These thoughts assume you will be using just your 28mm lens.  This and your large camera sensor will give an extensive field of view.  This is good as it makes accurate pointing far less of a chore, and focusing less critical for what will display as small stars even if you are a little out.  

However, exposure time will be limited by your static tripod.  This is needed to avoid stars trailing noticeably.  The longer the exposure the worse the trailing.  

The 500 rule with your APS - C sensor and 28mm lens suggests a max exposure of 500/(1.6 x 28mm) = 11 seconds.

This is not long in astro photography terms, but within this limit you should still be able to get good results for typical images at 28mm and a static tripod eg major constellations, eg Orion; star trails around Polaris; interesting night landscapes under the starry sky, the Milky Way, comets, and if you ever go away to arctic regions, the Northern Lights.

This type of astro photography emphasises creativity and originality through interesting and unusual composition, rather than aiming for Hubble type images.  

This link to the AstroBin astro imaging archive website shows what types of image can be achieved using a 28mm lens, though some still require a tracking mount.  But give it a go and see what you can do.  Be prepared for some frustration, as with all astro imaging, but keep going.

Using the full aperture, f2.8, will maximise light collection, but it may introduce darkening of the corners of the image, vignetting, possibly also with some elongation of corner stars due to the optics.  Stopping down, using a higher f number, reduces these problems but it also reduces aperture, light gathering and makes images noisier for a given exposure, with more grain.  F2.8 compared to f2 will very probably be fine.  

Experiment.  Techniques are available which will help with vignetting in due course but start as simply as possible without them.  Start simple.  

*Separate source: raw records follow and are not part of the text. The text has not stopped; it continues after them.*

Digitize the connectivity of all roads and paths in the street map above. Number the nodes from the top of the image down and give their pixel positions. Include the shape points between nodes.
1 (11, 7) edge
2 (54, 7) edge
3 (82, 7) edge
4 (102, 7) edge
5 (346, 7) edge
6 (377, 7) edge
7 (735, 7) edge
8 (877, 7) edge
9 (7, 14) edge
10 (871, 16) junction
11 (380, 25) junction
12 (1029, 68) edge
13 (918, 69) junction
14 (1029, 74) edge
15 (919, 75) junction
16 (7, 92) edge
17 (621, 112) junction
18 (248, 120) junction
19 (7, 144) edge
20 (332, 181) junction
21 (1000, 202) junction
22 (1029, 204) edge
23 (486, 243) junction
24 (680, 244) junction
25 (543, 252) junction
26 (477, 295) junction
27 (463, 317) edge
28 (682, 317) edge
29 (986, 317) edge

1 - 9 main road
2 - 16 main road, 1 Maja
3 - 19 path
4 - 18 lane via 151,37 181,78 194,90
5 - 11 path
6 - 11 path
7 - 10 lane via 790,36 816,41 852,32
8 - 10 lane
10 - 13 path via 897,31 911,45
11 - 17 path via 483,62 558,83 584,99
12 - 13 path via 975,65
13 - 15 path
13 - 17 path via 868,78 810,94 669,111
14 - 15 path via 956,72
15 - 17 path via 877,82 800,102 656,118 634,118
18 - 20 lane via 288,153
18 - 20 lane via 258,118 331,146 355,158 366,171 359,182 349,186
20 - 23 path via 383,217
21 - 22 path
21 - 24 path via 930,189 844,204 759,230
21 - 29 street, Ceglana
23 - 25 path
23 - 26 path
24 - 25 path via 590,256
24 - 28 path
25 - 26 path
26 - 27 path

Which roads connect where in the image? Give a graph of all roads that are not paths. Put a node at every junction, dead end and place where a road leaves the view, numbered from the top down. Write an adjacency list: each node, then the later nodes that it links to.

Now a heresy.  IMHO, don't be shy of jpgs.  Keep it simple at first.  They allow less flexibility in processing but the camera manufacturers put a huge effort into the internal camera processing that creates them.  Most cameras will record and save an image in both RAW and jpg.  You can come back to process the RAW data later on when you are ready to face the steep learning curve of processing.

It is important though to take several frames of the same field of view.  This will improve the image by gathering more signal, the image contents you want, relative to noise.  There are several free and quite easy options for this ("stacking") once you have taken the images, which will automatically take account of the small changes in the captured field of view with a static tripod.  Deep Sky Stacker works well but you need a computer.  You don't need anything especially high powered.

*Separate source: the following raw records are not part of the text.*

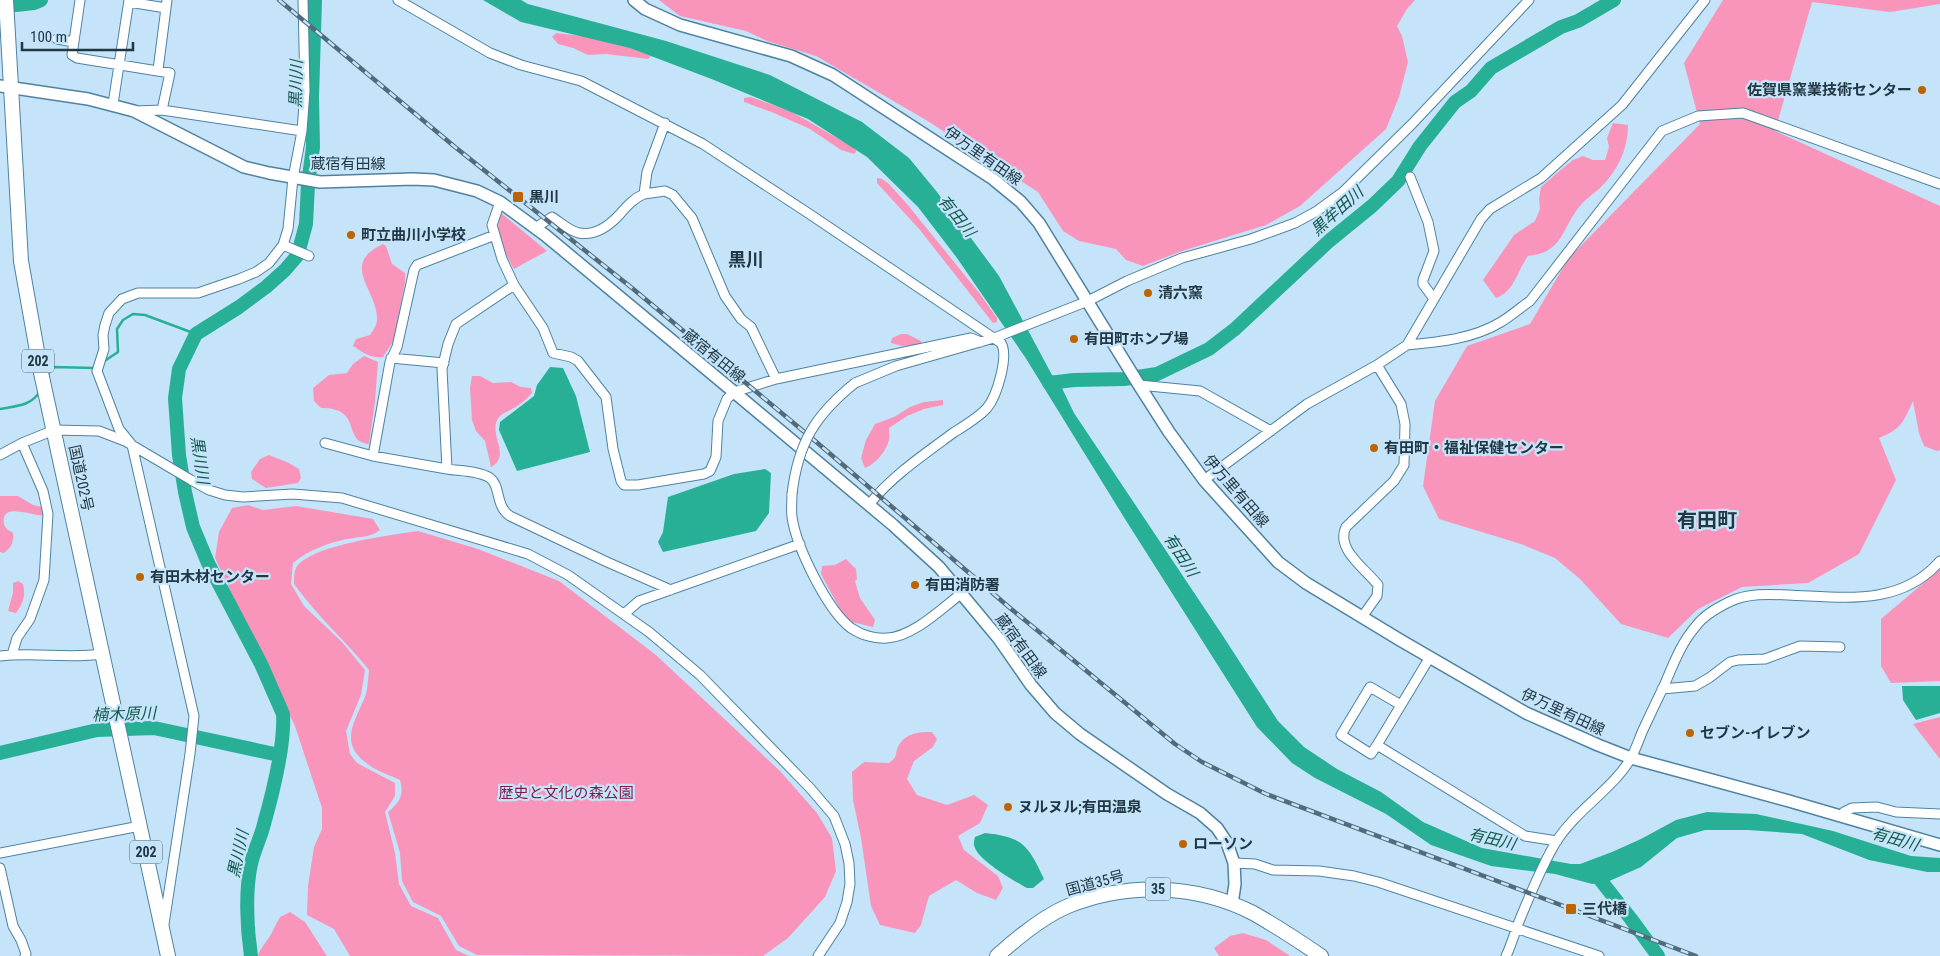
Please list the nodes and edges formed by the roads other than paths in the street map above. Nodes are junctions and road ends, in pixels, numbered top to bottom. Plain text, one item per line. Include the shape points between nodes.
1 (6, 0) edge
2 (80, 0) edge
3 (303, 0) edge
4 (398, 0) edge
5 (634, 0) edge
6 (1529, 0) edge
7 (1705, 0) edge
8 (129, 1) edge
9 (167, 4) edge
10 (57, 39) dead end
11 (74, 42) junction
12 (120, 64) junction
13 (158, 70) junction
14 (6, 87) edge
15 (113, 104) junction
16 (162, 110) junction
17 (134, 111) junction
18 (665, 123) junction
19 (302, 131) junction
20 (1410, 177) dead end
21 (293, 178) junction
22 (1940, 184) edge
23 (644, 194) junction
24 (500, 202) junction
25 (535, 228) junction
26 (495, 235) junction
27 (283, 245) junction
28 (309, 256) dead end
29 (514, 285) junction
30 (1434, 299) junction
31 (1088, 302) junction
32 (994, 338) junction
33 (982, 342) junction
34 (1407, 345) junction
35 (392, 358) junction
36 (444, 363) junction
37 (1377, 365) junction
38 (776, 379) junction
39 (1139, 385) junction
40 (734, 392) junction
41 (54, 430) junction
42 (1272, 431) junction
43 (22, 443) junction
44 (325, 443) dead end
45 (132, 445) junction
46 (0, 455) edge
47 (374, 456) junction
48 (447, 469) junction
49 (1204, 480) junction
50 (869, 505) junction
51 (800, 544) junction
52 (1940, 561) edge
53 (671, 590) junction
54 (962, 593) junction
55 (624, 614) junction
56 (1362, 617) junction
57 (1840, 647) dead end
58 (102, 654) junction
59 (12, 655) junction
60 (0, 656) edge
61 (1430, 657) junction
62 (1662, 689) junction
63 (1401, 705) junction
64 (1377, 745) junction
65 (1631, 758) junction
66 (1940, 814) edge
67 (1842, 816) junction
68 (140, 826) junction
69 (1555, 845) junction
70 (1938, 845) edge
71 (0, 853) edge
72 (1234, 863) junction
73 (0, 868) edge
74 (1232, 904) junction
75 (1517, 928) junction
76 (163, 933) junction
77 (25, 956) edge
78 (168, 956) edge
79 (818, 956) edge
80 (997, 956) edge
81 (1321, 956) edge
82 (1506, 956) edge
83 (1599, 956) edge

1 - 14 highway, 国道202号 / 202
2 - 11 street
3 - 19 street via 305,91
4 - 18 street via 490,54 582,81
5 - 31 main road, 伊万里有田線 via 645,9 680,25 791,56 833,75 993,179 1021,202 1039,223
6 - 31 street via 1412,124 1343,192 1317,211 1295,223 1250,239 1182,258 1126,281
7 - 30 street via 1622,106 1541,178 1490,209 1480,219
8 - 9 street
8 - 12 street
9 - 13 street
10 - 11 street
11 - 12 street via 72,55 77,58
12 - 13 street
12 - 15 street
13 - 16 street via 170,73
14 - 15 main road, 蔵宿有田線
14 - 41 highway, 国道202号 / 202 via 21,261
15 - 17 main road, 蔵宿有田線
16 - 17 street
16 - 19 street
17 - 21 main road, 蔵宿有田線 via 244,167
18 - 23 street via 647,172
18 - 32 street via 704,144
19 - 21 street
20 - 30 street via 1428,222 1434,251 1423,284
21 - 24 main road, 蔵宿有田線 via 320,182 434,180 477,191
21 - 27 street via 288,229
22 - 34 street via 1743,113 1698,116 1662,131 1530,301 1501,322 1470,335
23 - 25 street via 599,231 580,234 552,217
23 - 38 street via 665,191 674,196 692,218 725,296 751,328
24 - 25 main road, 蔵宿有田線
24 - 26 street via 492,225
25 - 40 main road, 蔵宿有田線
26 - 29 street
26 - 35 street via 418,265 414,270
27 - 28 street
27 - 45 street via 269,263 239,279 198,293 138,293 122,299 109,313 97,371 118,429
29 - 36 street via 456,324
29 - 40 street via 542,328 553,353 578,361 606,397 613,449 624,485 710,471 716,458 718,421 727,399
30 - 34 street
31 - 32 street
31 - 39 main road, 伊万里有田線
32 - 33 street
32 - 50 street via 1004,348 1003,368 994,397 986,408 877,494
33 - 38 street via 971,338
33 - 51 street, bridge via 896,366 855,384 825,410 804,441 798,459 792,519
34 - 37 street
35 - 36 street
35 - 47 street
36 - 48 street via 442,395
37 - 42 street via 1308,404
37 - 56 street via 1401,404 1405,424 1404,465 1394,481 1342,534 1344,545 1378,585 1377,596
38 - 40 street
39 - 42 street via 1200,392
39 - 49 main road, 伊万里有田線
40 - 50 main road, 蔵宿有田線
41 - 43 street
41 - 45 street via 99,431
41 - 58 highway, 国道202号 / 202
42 - 49 street
43 - 46 street
43 - 59 street via 43,491 48,514 44,580
44 - 47 street
45 - 55 street via 209,490 225,495 293,494 342,498 506,547 548,562
45 - 76 street via 194,716
47 - 48 street
48 - 53 street via 486,476 492,480 504,512 510,516
49 - 56 main road, 伊万里有田線 via 1278,562
50 - 54 main road, 蔵宿有田線 via 940,567
51 - 53 street
51 - 54 street via 830,605 861,634 888,638 906,634
52 - 62 street via 1919,580 1884,595 1775,594 1751,595 1731,601 1713,610 1697,624 1685,640
53 - 55 street via 639,601
54 - 72 main road, 蔵宿有田線 via 1055,713 1080,734 1200,813 1227,844
55 - 79 street via 700,675 834,816 845,844 850,884 840,923
56 - 61 main road, 伊万里有田線
57 - 62 street via 1800,646 1765,659 1738,660 1695,686
58 - 59 street via 84,657
58 - 68 highway, 国道202号 / 202
59 - 60 street
61 - 63 street
61 - 65 main road, 伊万里有田線 via 1526,713
62 - 65 street
63 - 64 street
63 - 64 street via 1370,687 1341,735 1371,754
64 - 69 street via 1525,836
65 - 67 main road, 伊万里有田線
65 - 69 street via 1574,818
66 - 67 street via 1896,812 1877,807 1852,808
67 - 70 main road, 伊万里有田線
68 - 71 street
68 - 76 highway, 国道202号 / 202
69 - 75 street
72 - 74 main road, 蔵宿有田線
72 - 75 street via 1255,864 1272,870 1354,876
73 - 77 street
74 - 80 highway, 国道35号 / 35 via 1178,890 1138,889 1089,899 1067,906 1044,920
74 - 81 highway, 国道35号 / 35
75 - 82 street
75 - 83 street
76 - 78 highway, 国道202号 / 202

Though not essential, once you've some experience under your belt, it will make things much easier if you use some astroimaging software to set up and control the camera for imaging.  This will automate taking several series of many frame sequences, including with different exposures and ISO, help you frame the view and achieve best focus manually, a delicate thing to do manually with a lens.  It will also help organise the images, which in the heights of enthusiasm at night can result in an unfathomable chaos the next day, when you come to review or process the images.

 I can recommend the 'Backyard' software specifically designed for dslrs, as being reliable, working very well and not too expensive.  The Nikon Backyard version has a free 30 day trial and but is not free - I think $50 for the premium full featured version.  Check it handles your camera - the software is usually kept up to date though.  I have no financial or other interest in the product.

As to where to image, you want the least light pollution and preferably unobstructed views down to the horizon.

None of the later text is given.